Libraries / Modules Feature Request user issue

All 13 comments

In spite of being confused with the boss, here's a drop-in solution that could be used until this is officially supported:

for r in 1..n do
  writeln("row ", r, " contains ", SD.nonZeroesInDim(2,r), " elements");

proc _domain.nonZeroesInDim(param d, ind) {
  return _value.nonZeroesInDim(d, ind);
}

proc CSDom.nonZeroesInDim(param d, ind) {
  if (d != 2 && this.compressRows) {
    compilerError("dimIter(1, ..) not supported on CS(compressRows=true) domains");
  } else if (d != 1 && !this.compressRows) {
    compilerError("dimIter(2, ..) not supported on CS(compressRows=false) domains");
  }
  return stopIdx[ind]-startIdx[ind]+1;
}

Barriers to officially supporting it are similar to those with dimIter() — how to generalize it for n-dimensional sparse matrices, and would we want to support any queries, or just the fast ones?

Everyone at Chapel is "Bruce" to me now. You have far too many "B-names" and I need to keep it all clear.

... WOW, I didn't know it was going to be THAT UGLY...

... WOW, I didn't know it was going to be THAT UGLY...

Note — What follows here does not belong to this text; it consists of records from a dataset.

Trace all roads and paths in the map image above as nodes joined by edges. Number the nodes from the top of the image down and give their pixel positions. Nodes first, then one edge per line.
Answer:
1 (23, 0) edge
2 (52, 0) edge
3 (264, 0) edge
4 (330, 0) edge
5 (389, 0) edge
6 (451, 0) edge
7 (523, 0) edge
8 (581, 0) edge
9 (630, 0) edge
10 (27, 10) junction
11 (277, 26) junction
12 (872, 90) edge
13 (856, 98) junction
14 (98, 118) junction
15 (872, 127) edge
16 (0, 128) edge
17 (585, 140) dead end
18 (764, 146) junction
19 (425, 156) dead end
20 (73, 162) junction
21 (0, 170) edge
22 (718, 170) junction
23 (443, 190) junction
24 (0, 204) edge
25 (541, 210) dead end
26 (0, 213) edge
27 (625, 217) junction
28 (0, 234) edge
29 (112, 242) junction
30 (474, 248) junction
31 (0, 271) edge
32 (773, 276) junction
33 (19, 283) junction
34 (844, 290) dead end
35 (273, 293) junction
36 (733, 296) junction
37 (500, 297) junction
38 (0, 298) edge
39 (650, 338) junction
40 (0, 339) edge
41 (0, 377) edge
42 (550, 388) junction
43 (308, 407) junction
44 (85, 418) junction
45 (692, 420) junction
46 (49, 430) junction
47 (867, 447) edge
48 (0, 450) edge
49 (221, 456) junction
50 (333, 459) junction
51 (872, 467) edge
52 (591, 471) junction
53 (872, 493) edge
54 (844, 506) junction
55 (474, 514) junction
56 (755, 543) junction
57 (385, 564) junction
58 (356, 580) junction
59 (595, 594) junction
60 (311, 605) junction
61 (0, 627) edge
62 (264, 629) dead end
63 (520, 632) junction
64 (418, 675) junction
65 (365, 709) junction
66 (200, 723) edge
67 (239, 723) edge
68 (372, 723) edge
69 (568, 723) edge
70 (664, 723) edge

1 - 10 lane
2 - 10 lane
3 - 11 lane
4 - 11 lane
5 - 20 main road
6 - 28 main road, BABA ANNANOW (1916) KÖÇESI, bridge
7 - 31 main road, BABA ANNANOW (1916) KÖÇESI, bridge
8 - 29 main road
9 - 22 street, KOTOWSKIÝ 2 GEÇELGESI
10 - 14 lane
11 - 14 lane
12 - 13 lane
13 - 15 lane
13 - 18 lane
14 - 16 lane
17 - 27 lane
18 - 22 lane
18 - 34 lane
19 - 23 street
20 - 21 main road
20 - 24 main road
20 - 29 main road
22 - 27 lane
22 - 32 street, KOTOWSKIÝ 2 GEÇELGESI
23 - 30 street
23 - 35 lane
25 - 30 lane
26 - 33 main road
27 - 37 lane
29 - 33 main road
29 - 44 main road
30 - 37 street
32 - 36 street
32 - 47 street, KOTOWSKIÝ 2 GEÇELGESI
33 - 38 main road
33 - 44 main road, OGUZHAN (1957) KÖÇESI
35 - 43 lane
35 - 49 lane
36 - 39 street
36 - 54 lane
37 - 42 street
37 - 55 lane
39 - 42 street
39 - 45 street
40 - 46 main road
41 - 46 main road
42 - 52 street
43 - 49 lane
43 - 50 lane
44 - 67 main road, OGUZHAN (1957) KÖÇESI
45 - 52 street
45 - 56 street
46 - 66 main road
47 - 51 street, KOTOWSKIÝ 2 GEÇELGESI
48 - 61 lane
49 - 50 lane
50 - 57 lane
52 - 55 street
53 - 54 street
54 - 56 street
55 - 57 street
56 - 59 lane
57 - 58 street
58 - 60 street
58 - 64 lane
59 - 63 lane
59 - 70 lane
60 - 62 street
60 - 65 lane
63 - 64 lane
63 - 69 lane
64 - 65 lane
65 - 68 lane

To be clear, the user part was just the first two lines. The rest of it was how we'd add support for the user part to the internal modules. The short-and-sweet-ugly user version would be:

  writeln("row ", r, " contains ",
          SD._value.stopIdx[r]-SD._value.startIdx[r]+1, " elements");

After two separate offline discussions with @buddha314 and @ben-albrecht, I just wanted to note here that I had implemented methods called dsiPartialThese for the module support for partial reductions. Practically, they are just more "wholesome" implementations of dimIter. Few bullets I brought up with discussion with Ben in terms of the advantages of 'dsiPartialThese':

  • I have implemented it for DefaulRectangular, DefaultSparse, CS, SparseBlock, Block, Cyclic and BlockCyclic.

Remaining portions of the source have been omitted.